### Task to carry out
All lines holding the string "name" should be copied from the data below.

### Data provided

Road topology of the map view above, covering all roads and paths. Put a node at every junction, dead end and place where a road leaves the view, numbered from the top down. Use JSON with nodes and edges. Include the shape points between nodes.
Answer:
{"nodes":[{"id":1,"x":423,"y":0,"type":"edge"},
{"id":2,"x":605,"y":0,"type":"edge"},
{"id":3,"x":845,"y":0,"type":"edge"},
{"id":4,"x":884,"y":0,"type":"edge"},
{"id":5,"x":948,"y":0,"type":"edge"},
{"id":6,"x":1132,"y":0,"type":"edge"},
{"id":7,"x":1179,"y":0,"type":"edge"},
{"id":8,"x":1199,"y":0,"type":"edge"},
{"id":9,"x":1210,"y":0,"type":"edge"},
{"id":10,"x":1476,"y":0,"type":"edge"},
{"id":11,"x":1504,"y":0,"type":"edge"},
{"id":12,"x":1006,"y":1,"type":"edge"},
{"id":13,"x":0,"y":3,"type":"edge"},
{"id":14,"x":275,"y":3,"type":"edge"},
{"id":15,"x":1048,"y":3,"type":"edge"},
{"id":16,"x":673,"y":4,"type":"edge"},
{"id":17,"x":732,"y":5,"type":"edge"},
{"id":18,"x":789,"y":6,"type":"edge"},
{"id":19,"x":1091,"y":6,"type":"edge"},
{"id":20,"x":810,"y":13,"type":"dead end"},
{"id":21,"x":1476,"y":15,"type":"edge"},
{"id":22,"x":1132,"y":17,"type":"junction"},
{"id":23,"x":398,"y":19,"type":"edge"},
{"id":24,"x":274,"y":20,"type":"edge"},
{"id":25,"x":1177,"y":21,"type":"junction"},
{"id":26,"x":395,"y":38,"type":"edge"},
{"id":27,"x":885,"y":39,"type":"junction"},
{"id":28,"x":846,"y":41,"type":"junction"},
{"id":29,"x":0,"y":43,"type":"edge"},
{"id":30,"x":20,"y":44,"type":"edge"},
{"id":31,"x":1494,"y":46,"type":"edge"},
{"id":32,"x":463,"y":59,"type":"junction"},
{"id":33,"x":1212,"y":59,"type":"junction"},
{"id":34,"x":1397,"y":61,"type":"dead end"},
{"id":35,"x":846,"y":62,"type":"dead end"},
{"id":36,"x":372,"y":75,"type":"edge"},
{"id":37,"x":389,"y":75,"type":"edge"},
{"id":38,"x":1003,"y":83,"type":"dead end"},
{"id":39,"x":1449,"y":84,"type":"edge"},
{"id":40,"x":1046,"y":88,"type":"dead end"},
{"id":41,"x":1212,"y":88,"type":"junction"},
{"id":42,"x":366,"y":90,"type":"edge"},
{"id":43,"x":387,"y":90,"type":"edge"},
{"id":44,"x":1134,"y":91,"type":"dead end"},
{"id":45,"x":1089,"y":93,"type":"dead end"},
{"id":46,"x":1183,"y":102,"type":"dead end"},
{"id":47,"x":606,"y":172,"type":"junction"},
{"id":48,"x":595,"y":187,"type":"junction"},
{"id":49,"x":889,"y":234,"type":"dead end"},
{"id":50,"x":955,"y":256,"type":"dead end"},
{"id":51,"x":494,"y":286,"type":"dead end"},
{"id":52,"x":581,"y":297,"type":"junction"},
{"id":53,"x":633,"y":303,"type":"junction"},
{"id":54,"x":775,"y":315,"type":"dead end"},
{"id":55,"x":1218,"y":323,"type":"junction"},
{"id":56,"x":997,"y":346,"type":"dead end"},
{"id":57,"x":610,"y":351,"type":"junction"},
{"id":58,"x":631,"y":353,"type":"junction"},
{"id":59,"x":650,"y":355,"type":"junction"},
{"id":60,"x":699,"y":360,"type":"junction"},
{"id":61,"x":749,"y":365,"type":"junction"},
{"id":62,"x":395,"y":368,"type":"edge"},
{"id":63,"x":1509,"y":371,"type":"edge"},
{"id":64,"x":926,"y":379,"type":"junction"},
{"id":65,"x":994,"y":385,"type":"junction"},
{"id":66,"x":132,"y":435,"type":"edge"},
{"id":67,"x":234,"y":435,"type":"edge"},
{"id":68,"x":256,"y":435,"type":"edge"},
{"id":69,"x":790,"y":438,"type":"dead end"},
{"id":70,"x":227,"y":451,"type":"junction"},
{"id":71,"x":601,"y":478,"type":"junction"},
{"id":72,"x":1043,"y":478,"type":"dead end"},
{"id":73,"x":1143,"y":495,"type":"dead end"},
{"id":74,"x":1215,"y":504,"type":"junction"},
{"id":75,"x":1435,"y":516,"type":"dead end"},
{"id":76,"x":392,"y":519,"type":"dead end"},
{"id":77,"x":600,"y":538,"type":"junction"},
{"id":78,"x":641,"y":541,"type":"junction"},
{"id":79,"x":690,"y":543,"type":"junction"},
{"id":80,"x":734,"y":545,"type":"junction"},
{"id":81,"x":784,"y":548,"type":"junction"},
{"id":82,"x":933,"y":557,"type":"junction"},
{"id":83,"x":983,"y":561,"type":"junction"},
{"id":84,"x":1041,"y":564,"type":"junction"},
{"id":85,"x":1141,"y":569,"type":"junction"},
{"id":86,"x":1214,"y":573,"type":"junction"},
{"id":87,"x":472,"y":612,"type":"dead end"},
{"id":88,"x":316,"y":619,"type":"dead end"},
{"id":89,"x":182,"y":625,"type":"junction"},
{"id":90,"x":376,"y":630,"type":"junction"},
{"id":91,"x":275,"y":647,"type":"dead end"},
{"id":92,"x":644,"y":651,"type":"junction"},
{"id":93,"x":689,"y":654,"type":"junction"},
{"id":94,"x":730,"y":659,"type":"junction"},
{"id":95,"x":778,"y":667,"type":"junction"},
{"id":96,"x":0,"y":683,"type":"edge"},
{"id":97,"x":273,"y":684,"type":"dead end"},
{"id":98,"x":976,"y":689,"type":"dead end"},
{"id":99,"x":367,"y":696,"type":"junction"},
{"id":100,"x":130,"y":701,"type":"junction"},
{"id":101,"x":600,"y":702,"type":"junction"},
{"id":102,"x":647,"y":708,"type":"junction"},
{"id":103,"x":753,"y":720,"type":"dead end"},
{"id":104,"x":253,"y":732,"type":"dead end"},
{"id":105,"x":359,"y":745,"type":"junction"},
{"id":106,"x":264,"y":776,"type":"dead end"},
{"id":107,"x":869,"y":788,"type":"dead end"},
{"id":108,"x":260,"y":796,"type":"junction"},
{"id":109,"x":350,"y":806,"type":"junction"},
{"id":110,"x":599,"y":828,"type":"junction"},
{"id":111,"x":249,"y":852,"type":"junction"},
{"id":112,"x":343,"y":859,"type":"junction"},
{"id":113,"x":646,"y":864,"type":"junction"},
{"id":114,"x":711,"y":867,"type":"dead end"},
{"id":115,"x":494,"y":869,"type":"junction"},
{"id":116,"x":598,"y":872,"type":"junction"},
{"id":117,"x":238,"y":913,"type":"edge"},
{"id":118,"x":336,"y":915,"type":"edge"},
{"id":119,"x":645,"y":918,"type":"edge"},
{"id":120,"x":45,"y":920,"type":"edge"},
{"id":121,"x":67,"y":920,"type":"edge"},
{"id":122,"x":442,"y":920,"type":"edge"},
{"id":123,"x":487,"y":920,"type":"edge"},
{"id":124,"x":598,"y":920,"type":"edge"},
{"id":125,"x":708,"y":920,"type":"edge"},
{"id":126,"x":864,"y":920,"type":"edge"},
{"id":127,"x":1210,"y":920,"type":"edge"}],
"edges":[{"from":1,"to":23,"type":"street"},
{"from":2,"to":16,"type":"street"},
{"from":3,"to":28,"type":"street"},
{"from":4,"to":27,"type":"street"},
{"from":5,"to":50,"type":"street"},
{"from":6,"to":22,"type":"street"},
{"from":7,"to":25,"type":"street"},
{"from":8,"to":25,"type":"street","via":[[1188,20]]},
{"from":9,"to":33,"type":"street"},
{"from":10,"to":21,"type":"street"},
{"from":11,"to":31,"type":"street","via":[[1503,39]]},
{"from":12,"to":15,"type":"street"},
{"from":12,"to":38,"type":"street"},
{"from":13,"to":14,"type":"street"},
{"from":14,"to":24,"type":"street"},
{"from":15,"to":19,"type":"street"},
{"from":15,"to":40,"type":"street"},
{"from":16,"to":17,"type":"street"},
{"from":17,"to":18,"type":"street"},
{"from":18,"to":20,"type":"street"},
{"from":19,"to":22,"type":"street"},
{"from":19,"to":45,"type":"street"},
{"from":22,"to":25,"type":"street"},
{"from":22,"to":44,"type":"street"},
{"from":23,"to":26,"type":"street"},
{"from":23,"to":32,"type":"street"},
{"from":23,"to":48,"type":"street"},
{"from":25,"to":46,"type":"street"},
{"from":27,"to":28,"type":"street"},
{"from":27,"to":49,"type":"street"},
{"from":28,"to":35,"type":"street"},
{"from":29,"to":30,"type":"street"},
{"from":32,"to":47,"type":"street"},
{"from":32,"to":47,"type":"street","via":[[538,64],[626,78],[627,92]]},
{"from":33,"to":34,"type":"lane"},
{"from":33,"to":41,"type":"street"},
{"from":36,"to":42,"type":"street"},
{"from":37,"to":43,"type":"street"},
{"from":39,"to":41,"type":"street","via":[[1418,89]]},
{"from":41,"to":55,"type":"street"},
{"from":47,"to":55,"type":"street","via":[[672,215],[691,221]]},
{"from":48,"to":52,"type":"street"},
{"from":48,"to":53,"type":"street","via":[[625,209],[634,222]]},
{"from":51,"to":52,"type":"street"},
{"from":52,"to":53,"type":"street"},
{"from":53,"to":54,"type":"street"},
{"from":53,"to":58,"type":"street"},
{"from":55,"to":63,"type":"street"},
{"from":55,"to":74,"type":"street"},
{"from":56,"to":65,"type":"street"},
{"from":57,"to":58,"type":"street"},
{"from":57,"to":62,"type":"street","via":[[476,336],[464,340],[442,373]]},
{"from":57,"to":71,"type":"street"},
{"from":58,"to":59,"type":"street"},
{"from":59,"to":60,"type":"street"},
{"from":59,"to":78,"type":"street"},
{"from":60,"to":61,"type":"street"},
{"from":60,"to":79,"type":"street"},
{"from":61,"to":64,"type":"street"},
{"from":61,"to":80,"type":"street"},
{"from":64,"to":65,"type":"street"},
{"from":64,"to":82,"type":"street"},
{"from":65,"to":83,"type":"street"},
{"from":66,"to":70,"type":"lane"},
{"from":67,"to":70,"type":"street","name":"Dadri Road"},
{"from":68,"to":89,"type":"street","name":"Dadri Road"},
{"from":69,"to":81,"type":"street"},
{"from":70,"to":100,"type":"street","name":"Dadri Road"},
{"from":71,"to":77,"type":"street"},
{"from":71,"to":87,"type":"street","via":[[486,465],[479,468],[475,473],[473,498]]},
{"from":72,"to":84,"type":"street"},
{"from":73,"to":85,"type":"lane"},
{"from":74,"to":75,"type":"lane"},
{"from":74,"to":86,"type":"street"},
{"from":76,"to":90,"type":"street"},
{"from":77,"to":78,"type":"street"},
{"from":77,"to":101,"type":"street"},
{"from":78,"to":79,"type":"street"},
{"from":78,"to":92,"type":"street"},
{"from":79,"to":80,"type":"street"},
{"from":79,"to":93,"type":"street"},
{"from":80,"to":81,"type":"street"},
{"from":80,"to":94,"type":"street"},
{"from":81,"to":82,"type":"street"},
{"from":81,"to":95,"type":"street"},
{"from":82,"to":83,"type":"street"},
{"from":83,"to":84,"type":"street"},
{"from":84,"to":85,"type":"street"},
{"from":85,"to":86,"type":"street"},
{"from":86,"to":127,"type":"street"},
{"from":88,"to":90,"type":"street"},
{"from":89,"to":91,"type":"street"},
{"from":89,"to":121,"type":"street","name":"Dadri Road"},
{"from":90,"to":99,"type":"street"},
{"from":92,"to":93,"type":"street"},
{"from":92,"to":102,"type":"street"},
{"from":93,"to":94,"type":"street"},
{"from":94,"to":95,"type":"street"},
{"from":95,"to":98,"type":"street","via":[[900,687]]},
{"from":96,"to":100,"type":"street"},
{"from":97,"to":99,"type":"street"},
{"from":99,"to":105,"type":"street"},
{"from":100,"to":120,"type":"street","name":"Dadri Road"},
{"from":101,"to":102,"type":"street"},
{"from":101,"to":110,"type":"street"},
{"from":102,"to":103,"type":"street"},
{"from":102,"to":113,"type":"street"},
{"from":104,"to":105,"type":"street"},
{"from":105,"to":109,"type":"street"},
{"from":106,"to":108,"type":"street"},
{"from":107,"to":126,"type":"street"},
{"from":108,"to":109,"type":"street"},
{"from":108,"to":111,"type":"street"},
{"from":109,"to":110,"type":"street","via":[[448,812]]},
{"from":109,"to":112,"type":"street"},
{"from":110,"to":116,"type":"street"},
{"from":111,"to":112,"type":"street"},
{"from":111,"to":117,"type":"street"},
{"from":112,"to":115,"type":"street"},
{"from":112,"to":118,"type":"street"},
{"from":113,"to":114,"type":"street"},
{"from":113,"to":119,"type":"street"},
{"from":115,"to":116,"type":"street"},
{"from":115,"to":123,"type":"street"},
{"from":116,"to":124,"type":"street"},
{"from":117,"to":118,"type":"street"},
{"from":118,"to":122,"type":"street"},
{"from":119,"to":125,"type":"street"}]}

### Expected output
{"from":67,"to":70,"type":"street","name":"Dadri Road"},
{"from":68,"to":89,"type":"street","name":"Dadri Road"},
{"from":70,"to":100,"type":"street","name":"Dadri Road"},
{"from":89,"to":121,"type":"street","name":"Dadri Road"},
{"from":100,"to":120,"type":"street","name":"Dadri Road"},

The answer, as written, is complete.